The Monster anthology’s third season reopens the jar on Ed Gein’s haunted biography. Charlie Hunnam portrays Gein, the man whose crimes—grave robbing, body-part bricolage, and murder—would echo through popular horror lore. The series frames parts of his story in dialogue with Psycho, The Silence of the Lambs, and The Texas Chain Saw Massacre, not as random homages but as tangled offspring of his real terrors. In Brennan and Murphy’s vision, Gein becomes less a cartoon monster and more a wounded, twisted cipher, one whose crimes are horrific yet whose mind the show insists we try to enter (with trembling toes).
Hunnam sinks into Gein with a slow, gutting creepiness. His eyes carry a brittle emptiness—never quite manic, but always on the verge. He doesn’t bark; he whispers, drifts, obsesses. There’s terror in his quietness. Yet I found myself conflicted: the show leans hard into presenting Gein as a tragic victim—his mother’s death, isolation, religious trauma—maybe too hard. At times it nudges you to pity him, or even rationalise him, and that moral balancing act stumbles. Sympathy is one thing; exoneration is another.
The supporting cast bolsters the tone beautifully. Laurie Metcalf as Augusta Gein is the weight around his neck—rigid, unforgiving, suffocating. Suzanna Son’s Adeline Watkins is positioned as both companion and confessor, a romantic thread inserted later in the narrative (and historically debated). Tom Hollander plays Alfred Hitchcock with wry distance, while Olivia Williams as Alma Reville offers sharp commentary on art, illusion and the ethics of storytelling. Vicky Krieps as Ilse Koch adds a dark mythic edge, tying Gein’s aesthetic obsessions to darker historical shadows. Joey Pollari, as Anthony Perkins, haunts the show in spectral cameos that underline the chain of influence. Meanwhile, in the background, investigators like Sheriff Schley and Deputy Worden slowly close the circle.
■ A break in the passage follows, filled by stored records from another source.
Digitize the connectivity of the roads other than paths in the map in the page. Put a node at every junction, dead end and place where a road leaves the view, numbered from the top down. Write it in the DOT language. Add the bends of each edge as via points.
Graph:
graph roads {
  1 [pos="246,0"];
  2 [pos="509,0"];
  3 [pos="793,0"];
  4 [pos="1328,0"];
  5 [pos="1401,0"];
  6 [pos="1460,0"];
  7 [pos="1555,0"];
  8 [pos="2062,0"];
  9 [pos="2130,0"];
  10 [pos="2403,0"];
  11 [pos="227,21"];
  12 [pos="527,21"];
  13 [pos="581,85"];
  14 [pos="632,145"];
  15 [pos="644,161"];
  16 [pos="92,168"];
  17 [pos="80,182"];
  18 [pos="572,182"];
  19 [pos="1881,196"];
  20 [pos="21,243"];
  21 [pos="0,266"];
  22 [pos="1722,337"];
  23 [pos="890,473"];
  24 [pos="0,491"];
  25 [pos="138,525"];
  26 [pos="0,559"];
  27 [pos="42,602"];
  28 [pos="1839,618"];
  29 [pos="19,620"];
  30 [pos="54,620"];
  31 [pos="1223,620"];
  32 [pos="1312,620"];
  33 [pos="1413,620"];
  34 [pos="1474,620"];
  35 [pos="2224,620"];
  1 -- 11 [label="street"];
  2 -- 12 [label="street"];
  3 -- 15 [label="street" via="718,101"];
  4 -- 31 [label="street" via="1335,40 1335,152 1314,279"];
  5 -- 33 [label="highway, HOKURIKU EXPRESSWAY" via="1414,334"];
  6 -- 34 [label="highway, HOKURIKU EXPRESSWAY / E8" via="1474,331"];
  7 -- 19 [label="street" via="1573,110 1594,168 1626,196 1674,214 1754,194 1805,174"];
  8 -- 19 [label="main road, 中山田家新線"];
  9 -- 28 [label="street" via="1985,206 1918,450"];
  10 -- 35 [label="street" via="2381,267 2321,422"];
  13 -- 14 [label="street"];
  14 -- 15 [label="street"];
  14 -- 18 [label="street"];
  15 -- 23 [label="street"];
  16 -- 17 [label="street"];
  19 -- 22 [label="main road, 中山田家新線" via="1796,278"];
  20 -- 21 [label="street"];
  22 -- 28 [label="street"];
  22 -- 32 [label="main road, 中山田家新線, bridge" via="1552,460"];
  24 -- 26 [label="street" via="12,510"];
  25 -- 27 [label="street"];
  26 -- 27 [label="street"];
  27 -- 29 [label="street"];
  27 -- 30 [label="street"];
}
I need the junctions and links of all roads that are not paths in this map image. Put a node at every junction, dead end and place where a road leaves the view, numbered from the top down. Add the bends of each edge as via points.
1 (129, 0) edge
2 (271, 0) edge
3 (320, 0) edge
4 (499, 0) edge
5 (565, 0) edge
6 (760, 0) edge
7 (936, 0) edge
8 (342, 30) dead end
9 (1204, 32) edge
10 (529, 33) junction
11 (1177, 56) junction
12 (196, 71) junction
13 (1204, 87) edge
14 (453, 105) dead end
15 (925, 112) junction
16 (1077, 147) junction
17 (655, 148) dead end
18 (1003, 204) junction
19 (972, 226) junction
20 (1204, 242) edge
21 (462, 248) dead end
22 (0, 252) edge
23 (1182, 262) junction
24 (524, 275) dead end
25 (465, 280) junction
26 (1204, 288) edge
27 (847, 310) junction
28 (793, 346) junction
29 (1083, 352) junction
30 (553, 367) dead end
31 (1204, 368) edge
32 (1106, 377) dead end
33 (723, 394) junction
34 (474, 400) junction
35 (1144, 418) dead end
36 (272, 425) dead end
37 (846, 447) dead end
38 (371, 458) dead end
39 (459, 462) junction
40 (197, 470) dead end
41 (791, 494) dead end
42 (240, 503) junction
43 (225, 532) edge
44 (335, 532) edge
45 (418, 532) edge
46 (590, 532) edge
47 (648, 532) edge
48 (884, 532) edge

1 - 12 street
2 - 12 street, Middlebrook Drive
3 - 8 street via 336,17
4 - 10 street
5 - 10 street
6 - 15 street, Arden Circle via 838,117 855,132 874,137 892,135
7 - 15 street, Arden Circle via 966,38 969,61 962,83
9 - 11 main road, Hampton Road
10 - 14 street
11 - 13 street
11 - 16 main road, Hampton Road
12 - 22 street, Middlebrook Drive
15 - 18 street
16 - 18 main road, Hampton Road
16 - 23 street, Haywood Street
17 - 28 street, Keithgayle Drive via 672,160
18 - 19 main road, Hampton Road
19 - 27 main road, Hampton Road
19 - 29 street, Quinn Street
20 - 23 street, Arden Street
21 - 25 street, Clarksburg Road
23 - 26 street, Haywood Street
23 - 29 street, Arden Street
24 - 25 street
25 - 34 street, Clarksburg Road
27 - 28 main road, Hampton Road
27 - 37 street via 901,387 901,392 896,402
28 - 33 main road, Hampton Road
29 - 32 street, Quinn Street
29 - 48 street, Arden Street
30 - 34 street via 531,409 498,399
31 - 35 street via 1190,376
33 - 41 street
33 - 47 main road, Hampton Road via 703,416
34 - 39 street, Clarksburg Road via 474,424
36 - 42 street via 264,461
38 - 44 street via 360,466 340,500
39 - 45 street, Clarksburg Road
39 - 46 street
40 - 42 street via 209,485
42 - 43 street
One of the show’s bravest moves: its Psycho-inspired cutaway. When the narrative strains, it fractures into black-and-white Hitchcockian tension—shower water, silhouette, music. That moment doesn’t feel like a disconnection; it reads like memory bleeding into myth. And the series doesn’t stop there — later we sense a hothouse nod to something more visceral and chainsaw-adjacent, without ever overplaying it. It’s raw cinematic teasing, not a cheap stunt.
There are places where the show departs sharply from the sparse real record. SPOILER: the Adeline romance, the ties to Bundy, the flights of fantasy with killer icons—all of it is dramatized, sometimes boldly so. Some production commentary admits these liberties. That said, the choice to blur fact and hallucination drives home a point: storytelling becomes its own monster. And indeed, Monster leans into that beautifully.
Visually, the series nails the mood. The rural chill, the sagging wood of the farmhouse, the harsh Wisconsin winters—the palette drifts between iodine pale and sepia shadows. And the pacing? Deliberate. It doesn’t rush. The dread grows in the silence between moments. At times I wished for just a little more momentum, but the payoff lands.
In comparison to Season 2, this feels more focused, more thematically ambitious. It’s not perfect (some arcs meander), but it has a gutsy heart. It reminds us why Monster works: not because it replays crimes, but because it questions how we mythologize them. Ian Brennan is building something gore-soaked and grimly reflective, and with Ed Gein he may just have his sharpest season yet.